Welcome to the world of "male privilege". But can you gently encourage him and help him in his job search? I would avoid trying to put any ultimatums on him or threatening to break the engagement. He'll see this as a sign that your love is conditional. 

Can you help him find leads and walk him through arranging interviews? I would stress to him that he should just look for a temporary solution at this point. "Hey, why don't we find a crappy job for you for a while, just until that perfect thing comes along. Someone will eventually realize how talented you are, but in the interim you can do this other job that's beneath you." This approach helps people rationalize accepting the crappy job as not some sign of permanent failure.


----------



## completely_inlove413 (Apr 8, 2018)

I don't believe in male privilege. I will support him in any way if it came down to it. i have been doing everything that you have suggested, and it is working. i just feel so much anxiety because i have this irrational fear that everything will go to shambles. i don't want anything bad to happen, ever. i have found him one lead and he found two for himself- so things are looking in the right direction- but i'm just anxious for him to make a decision. 

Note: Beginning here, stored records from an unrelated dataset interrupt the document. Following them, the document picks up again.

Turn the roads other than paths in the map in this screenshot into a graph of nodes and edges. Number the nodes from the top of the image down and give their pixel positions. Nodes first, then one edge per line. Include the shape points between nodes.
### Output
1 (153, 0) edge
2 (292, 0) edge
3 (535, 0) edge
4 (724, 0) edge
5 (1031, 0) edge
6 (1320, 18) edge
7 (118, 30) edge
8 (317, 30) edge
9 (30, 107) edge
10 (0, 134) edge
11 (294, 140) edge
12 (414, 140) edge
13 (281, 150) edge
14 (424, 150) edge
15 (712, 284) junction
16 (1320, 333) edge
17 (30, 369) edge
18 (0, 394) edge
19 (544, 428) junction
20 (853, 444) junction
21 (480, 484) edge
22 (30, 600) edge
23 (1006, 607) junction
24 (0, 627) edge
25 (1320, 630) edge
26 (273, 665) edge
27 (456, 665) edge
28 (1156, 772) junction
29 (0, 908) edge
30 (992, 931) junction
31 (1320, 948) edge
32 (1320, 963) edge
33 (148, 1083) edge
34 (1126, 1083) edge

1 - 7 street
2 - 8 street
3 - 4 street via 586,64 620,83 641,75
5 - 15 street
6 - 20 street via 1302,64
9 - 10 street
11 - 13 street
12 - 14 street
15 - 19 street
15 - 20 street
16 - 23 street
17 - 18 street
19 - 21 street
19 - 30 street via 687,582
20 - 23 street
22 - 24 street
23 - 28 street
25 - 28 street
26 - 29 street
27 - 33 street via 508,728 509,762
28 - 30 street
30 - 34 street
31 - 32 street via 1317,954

thank you for your reply !


----------



## Tatsuhiko (Jun 21, 2016)

Another thing that might help: Maybe it's out of his budget, but see if he wants to take a class in the evening. Maybe some specialized training that will ultimately lead to a higher-paying position. Something that will give him a sense of direction and purpose, like he's working towards something bigger and not stagnating.


----------



## SunCMars (Feb 29, 2016)

If he will not push himself, you push his 'self'.

Do not tolerate sloth.
Do not let him set a precedent. Him, thinking it is OK to be unemployed. You are not his mommy.

Do not show him he can 'use' you.

It is OK and common to get laid off. But not to be idle, for what, six months?

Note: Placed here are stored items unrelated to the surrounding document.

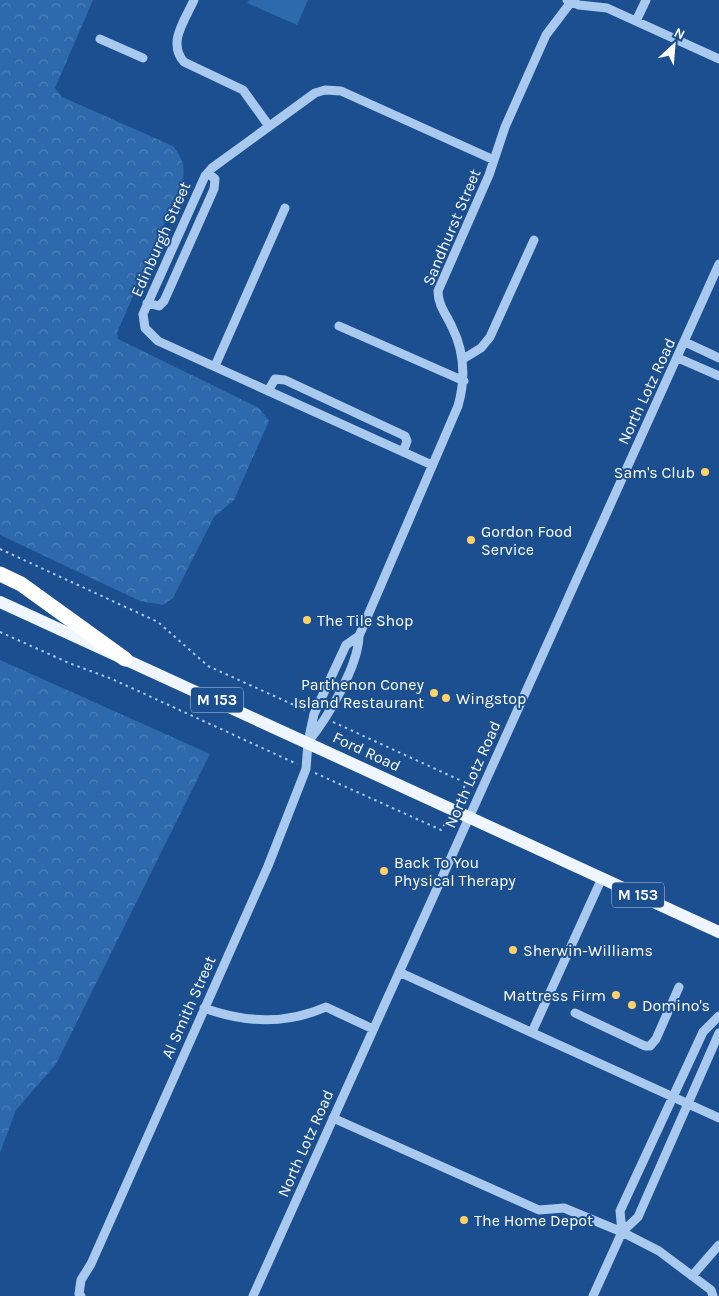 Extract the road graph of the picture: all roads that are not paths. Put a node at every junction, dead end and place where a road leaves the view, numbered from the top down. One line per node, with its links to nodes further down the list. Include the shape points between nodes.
1 (194, 0): 8 (street, via 176,40 178,55 184,62 244,90)
2 (646, 0): 4 (street)
3 (569, 1): 4 (street, via 607,8); 9 (street, Sandhurst Street, via 546,36)
4 (636, 22): 7 (street)
5 (100, 38): 6 (street)
6 (143, 58)
7 (719, 58)
8 (270, 126): 9 (street, Edinburgh Street, via 315,93 335,90); 10 (street, Edinburgh Street)
9 (494, 160): 19 (street, Sandhurst Street, via 438,291 440,305)
10 (208, 173): 14 (street, Edinburgh Street); 14 (street, via 215,179 214,189 168,293 159,306)
11 (285, 208): 20 (street)
12 (534, 240): 19 (street, via 490,337 482,348)
13 (719, 264): 16 (street, North Lotz Road)
14 (147, 303): 20 (street, Edinburgh Street, via 143,320 150,335)
15 (339, 326): 22 (street)
16 (685, 342): 17 (street, North Lotz Road); 18 (street)
17 (678, 358): 21 (street); 31 (street, North Lotz Road)
18 (719, 358)
19 (463, 359): 22 (street, Sandhurst Street)
20 (215, 366): 23 (street, Edinburgh Street)
21 (719, 376)
22 (464, 381): 25 (street, Sandhurst Street, via 458,406)
23 (268, 391): 24 (street, Edinburgh Street); 24 (street, via 275,379 285,380 405,436)
24 (403, 452): 25 (street, Edinburgh Street)
25 (432, 465): 28 (street, Sandhurst Street)
26 (0, 574): 29 (highway, via 21,584)
27 (0, 602): 29 (main road, Ford Road / M 153)
28 (358, 636): 30 (street, Sandhurst Street, via 358,650 327,720); 30 (street, Sandhurst Street, via 346,644 314,714)
29 (125, 659): 30 (main road, Ford Road / M 153)
30 (308, 742): 31 (main road, Ford Road / M 153); 36 (street, Al Smith Street, via 306,769 268,866)
31 (470, 817): 32 (main road, Ford Road / M 153); 34 (street, North Lotz Road)
32 (602, 878): 33 (main road, Ford Road / M 153); 40 (street)
33 (719, 932)
34 (399, 972): 39 (street, North Lotz Road); 40 (street)
35 (679, 987): 37 (street, via 650,1046)
36 (204, 1008): 39 (street, via 234,1018 263,1021 286,1019 326,1007); 49 (street, Al Smith Street, via 91,1264 81,1280)
37 (575, 1013)
38 (719, 1016): 42 (street, via 703,1032)
39 (373, 1029): 44 (street, North Lotz Road)
40 (532, 1032): 42 (street)
41 (719, 1033): 43 (street)
42 (673, 1096): 43 (street); 46 (street, via 620,1211)
43 (689, 1104): 45 (street); 46 (street, via 638,1217)
44 (333, 1118): 46 (street, via 538,1210 564,1208); 50 (street, North Lotz Road)
45 (719, 1118)
46 (622, 1232): 48 (street, via 659,1251); 51 (street)
47 (719, 1245): 48 (street)
48 (692, 1276): 52 (street, via 711,1290)
49 (81, 1296)
50 (253, 1296)
51 (593, 1296)
52 (713, 1296)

Do not let him lean on you anymore. Lean on him to get a job, any job.

Tell him you could never marry a man who will not support himself. 

Be calm and honest when you tell him this.


----------



## SunCMars (Feb 29, 2016)

I think the old company does not want him back because he did not pull his weight there, either.

They likely saw him as a talker, not a worker. A dreamer, not a 'sound' man.

I am giving you tough love. So is he...



KB-


----------



## completely_inlove413 (Apr 8, 2018)

first of all- he worked the hardest of anyone at that company. he pulled his weight and MORE. you do not know the details of his position there or how the takeover went down, so please do not assume that he wasn't working hard.


----------



## Cromer (Nov 25, 2016)

You're going to have a lot of ups and down during your future marriage. There will be stress and anxiety, if not about this then something else. How you face it together is what will help define your relationship. It's unfortunate your mother weighed in, and although she is your mother it's your life and relationship.

Losing a job sucks, especially one you liked, worked hard at, and believed you were underappreciated for what you did. There is a lure to having a break between jobs, and frankly sometimes one needs a little motivation to get back our there (i.e. financial stress). If he loves you the way that you love him, and you've made it clear how important this is for you, then he should have some fire under is arse about it. I would continue to emphasize, without nagging, how important this is to you and your relationship. If he takes a job now, that doesn't have to be his job forever.


----------



## arbitrator (Feb 13, 2012)

*Don't exactly know where you are, @completely_inlove413 ~ but is there a "competitor" to the company there in the vicinity that he could solicit for a position? If so, those firms usually love to hire hard-working castoffs from their competition!

And for obvious reasons!*


----------



## Taxman (Dec 21, 2016)

I went through periods of unemployment at the start of my career. I got in at a time when the market was saturated with young people in laboratories. I had just gotten married, and was working on a political campaign, which was winding up, my guy was elected. He noticed me moping while cleaning out the office, and asked what was happening? I told him that I just got my degree, and married, and there are no jobs in my field. Six months of looking, the economy in the shlt-hole, and I am worried. So he asked if I would be interested in changing careers. At that point, I was desperate. He gave me his kid brother's number. This guy had a small accounting firm. He took a chance on me. The provisions were that I would start taking courses, register with the association, and keep my eyes and ears open. Today, I am a partner in a firm of accountants. It is a small boutique practice with a taxation arm that makes me extremely proud. 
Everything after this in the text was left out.